◆ Your objective: Lines of the data that contain the word "Beaumont" are the ones to copy.

(Collected data entries)
_____
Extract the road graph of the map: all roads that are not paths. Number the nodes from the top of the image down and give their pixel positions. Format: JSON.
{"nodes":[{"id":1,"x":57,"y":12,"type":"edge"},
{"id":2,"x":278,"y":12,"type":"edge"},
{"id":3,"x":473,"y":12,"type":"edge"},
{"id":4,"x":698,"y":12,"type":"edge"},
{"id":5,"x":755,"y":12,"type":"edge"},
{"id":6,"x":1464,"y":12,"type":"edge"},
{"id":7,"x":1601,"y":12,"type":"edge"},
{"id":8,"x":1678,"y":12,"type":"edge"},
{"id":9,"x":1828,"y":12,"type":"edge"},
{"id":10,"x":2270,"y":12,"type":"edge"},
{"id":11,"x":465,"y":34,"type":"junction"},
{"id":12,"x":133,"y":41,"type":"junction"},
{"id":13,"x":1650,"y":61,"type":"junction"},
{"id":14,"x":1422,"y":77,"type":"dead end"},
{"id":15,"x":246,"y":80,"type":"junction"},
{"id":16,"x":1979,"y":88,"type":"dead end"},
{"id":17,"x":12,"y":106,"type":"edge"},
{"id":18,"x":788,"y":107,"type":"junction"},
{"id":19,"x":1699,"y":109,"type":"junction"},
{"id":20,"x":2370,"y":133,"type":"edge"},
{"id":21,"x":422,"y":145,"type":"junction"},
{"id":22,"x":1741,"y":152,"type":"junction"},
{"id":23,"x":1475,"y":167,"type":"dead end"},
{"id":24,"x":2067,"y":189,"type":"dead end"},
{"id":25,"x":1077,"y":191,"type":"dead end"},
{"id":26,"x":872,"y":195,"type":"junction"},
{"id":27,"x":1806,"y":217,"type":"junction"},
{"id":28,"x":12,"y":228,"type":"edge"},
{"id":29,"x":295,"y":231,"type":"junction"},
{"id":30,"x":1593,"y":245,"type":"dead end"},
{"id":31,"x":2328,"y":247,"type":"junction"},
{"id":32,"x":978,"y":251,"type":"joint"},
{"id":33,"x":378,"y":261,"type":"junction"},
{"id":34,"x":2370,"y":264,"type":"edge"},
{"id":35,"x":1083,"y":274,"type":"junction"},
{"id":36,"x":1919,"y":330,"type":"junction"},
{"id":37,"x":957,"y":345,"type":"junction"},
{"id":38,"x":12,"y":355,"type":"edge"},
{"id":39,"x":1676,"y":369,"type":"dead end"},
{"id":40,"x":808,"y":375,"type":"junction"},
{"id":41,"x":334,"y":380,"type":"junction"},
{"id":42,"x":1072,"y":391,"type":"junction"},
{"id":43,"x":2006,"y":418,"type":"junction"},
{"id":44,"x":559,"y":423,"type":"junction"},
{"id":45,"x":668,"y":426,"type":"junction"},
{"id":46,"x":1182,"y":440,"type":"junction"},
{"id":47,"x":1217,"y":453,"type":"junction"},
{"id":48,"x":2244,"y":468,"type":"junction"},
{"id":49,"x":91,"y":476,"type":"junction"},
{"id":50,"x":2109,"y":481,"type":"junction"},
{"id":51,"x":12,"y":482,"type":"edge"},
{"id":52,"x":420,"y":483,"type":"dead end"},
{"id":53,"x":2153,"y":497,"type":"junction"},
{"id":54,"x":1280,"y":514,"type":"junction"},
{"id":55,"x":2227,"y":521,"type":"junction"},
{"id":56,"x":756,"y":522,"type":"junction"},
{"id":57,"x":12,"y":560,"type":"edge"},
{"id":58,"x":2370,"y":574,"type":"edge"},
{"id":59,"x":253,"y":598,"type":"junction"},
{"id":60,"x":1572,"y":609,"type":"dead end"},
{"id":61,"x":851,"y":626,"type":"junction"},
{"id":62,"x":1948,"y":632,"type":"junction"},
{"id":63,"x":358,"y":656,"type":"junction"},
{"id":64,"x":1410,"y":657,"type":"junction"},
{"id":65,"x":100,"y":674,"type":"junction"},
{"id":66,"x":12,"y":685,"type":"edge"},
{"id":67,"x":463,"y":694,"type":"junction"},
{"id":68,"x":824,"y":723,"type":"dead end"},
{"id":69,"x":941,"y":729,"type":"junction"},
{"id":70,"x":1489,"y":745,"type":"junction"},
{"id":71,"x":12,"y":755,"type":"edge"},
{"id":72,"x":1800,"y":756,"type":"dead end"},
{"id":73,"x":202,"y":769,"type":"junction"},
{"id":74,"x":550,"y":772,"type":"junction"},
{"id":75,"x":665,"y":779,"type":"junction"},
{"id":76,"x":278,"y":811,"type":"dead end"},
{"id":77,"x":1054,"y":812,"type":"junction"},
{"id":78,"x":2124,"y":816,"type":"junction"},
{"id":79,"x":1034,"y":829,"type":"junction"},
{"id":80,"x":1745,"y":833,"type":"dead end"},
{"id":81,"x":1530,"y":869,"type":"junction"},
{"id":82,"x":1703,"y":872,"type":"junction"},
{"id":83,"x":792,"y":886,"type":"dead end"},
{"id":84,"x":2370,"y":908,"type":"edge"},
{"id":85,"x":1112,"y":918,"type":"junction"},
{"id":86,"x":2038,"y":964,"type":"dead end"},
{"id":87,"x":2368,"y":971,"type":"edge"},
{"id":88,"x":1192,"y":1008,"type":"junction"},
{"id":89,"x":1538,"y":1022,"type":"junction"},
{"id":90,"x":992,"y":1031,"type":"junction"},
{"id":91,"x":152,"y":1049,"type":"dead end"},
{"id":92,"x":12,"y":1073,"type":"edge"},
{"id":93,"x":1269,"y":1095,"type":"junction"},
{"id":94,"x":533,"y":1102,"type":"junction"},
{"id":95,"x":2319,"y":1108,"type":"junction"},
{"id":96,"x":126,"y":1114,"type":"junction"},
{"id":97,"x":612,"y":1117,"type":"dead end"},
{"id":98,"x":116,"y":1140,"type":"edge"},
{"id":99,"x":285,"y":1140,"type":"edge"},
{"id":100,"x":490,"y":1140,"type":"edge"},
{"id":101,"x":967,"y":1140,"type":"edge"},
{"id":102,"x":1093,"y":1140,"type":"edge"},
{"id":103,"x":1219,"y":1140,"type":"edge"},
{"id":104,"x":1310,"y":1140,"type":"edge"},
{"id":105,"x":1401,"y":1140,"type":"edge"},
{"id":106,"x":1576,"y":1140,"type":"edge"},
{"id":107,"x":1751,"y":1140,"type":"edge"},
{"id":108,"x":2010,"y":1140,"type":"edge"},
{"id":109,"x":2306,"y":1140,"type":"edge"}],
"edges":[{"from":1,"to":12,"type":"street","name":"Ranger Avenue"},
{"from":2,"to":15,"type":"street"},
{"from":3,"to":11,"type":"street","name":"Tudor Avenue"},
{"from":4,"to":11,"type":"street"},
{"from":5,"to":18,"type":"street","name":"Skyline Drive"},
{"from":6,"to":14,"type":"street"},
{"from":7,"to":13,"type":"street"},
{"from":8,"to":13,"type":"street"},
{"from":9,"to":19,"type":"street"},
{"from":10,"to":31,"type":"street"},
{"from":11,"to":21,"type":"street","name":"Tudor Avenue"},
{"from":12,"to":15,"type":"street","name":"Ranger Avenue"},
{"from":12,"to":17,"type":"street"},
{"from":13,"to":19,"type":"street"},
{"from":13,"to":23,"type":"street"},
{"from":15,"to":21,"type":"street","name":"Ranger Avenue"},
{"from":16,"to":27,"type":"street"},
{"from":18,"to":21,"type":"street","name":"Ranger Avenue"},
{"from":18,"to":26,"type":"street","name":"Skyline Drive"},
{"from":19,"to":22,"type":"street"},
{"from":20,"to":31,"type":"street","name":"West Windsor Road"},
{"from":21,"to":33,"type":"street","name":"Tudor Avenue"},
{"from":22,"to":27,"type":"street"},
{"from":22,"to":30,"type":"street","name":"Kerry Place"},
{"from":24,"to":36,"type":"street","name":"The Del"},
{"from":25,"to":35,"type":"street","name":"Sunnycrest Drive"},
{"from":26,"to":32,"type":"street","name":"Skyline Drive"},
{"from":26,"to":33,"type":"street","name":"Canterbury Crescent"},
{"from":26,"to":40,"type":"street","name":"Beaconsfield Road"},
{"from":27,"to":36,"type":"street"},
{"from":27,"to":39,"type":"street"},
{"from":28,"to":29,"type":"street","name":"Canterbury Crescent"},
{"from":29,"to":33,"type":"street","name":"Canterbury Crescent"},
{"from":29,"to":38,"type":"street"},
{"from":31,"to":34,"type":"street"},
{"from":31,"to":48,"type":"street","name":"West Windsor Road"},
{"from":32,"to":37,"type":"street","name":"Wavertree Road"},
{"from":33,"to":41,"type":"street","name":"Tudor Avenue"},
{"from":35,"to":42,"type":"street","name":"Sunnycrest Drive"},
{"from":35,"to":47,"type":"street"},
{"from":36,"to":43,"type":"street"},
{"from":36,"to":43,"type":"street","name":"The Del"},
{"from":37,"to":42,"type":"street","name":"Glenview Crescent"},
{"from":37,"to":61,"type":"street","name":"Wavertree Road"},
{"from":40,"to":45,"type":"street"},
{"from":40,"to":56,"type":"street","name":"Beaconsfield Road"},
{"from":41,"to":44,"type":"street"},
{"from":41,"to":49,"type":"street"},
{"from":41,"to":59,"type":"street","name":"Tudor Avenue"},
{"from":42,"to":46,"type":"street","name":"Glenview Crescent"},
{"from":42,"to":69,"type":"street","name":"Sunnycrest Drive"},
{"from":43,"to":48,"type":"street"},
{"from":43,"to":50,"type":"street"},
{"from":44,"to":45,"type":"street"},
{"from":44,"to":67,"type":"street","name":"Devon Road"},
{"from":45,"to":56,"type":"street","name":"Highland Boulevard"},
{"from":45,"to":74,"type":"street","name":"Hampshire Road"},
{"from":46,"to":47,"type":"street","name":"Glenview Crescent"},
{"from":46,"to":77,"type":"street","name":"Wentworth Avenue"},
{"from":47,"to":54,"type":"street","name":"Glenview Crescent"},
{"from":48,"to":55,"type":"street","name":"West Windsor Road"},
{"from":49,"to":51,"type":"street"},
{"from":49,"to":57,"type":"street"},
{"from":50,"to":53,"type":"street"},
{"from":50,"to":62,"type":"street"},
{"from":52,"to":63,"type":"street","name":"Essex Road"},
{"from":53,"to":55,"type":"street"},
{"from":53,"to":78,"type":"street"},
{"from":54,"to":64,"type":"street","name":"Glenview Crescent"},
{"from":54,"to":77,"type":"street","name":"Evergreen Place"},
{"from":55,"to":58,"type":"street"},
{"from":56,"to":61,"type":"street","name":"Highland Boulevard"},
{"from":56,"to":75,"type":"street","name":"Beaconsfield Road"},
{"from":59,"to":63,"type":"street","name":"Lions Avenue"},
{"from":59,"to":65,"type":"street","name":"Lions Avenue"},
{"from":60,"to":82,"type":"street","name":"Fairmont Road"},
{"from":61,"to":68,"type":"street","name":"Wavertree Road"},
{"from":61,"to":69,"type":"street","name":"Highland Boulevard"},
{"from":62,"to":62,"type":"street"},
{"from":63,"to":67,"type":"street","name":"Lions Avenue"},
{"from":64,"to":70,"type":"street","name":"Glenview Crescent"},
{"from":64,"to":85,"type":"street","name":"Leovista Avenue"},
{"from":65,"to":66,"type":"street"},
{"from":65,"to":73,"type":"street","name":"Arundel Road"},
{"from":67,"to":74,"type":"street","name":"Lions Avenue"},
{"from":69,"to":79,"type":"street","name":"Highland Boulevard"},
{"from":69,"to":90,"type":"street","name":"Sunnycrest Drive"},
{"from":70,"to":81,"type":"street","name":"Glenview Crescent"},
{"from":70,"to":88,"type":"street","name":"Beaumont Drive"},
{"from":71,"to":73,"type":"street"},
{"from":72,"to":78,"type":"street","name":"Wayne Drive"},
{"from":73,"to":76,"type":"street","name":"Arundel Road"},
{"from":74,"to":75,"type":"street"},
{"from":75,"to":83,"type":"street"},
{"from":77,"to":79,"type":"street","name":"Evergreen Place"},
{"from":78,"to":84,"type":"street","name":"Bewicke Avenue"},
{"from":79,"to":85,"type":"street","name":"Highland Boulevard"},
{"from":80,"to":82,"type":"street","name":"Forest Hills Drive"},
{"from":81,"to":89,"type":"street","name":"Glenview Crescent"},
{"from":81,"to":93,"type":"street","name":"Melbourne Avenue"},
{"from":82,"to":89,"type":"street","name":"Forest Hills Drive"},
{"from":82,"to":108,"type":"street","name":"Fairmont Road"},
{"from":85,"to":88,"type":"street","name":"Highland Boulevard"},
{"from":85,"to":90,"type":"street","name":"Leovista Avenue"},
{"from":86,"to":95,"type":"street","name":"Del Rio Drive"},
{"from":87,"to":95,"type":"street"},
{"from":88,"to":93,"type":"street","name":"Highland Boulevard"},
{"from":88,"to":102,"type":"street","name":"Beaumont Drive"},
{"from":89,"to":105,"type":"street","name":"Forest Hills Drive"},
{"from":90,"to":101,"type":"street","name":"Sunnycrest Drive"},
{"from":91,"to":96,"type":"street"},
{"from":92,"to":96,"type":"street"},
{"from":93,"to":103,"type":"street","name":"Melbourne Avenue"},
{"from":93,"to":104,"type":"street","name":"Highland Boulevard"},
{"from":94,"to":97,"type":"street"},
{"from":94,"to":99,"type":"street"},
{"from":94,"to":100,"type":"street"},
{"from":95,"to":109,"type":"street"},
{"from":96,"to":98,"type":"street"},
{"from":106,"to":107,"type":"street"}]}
_____
◆ Solution:
{"from":70,"to":88,"type":"street","name":"Beaumont Drive"},
{"from":88,"to":102,"type":"street","name":"Beaumont Drive"},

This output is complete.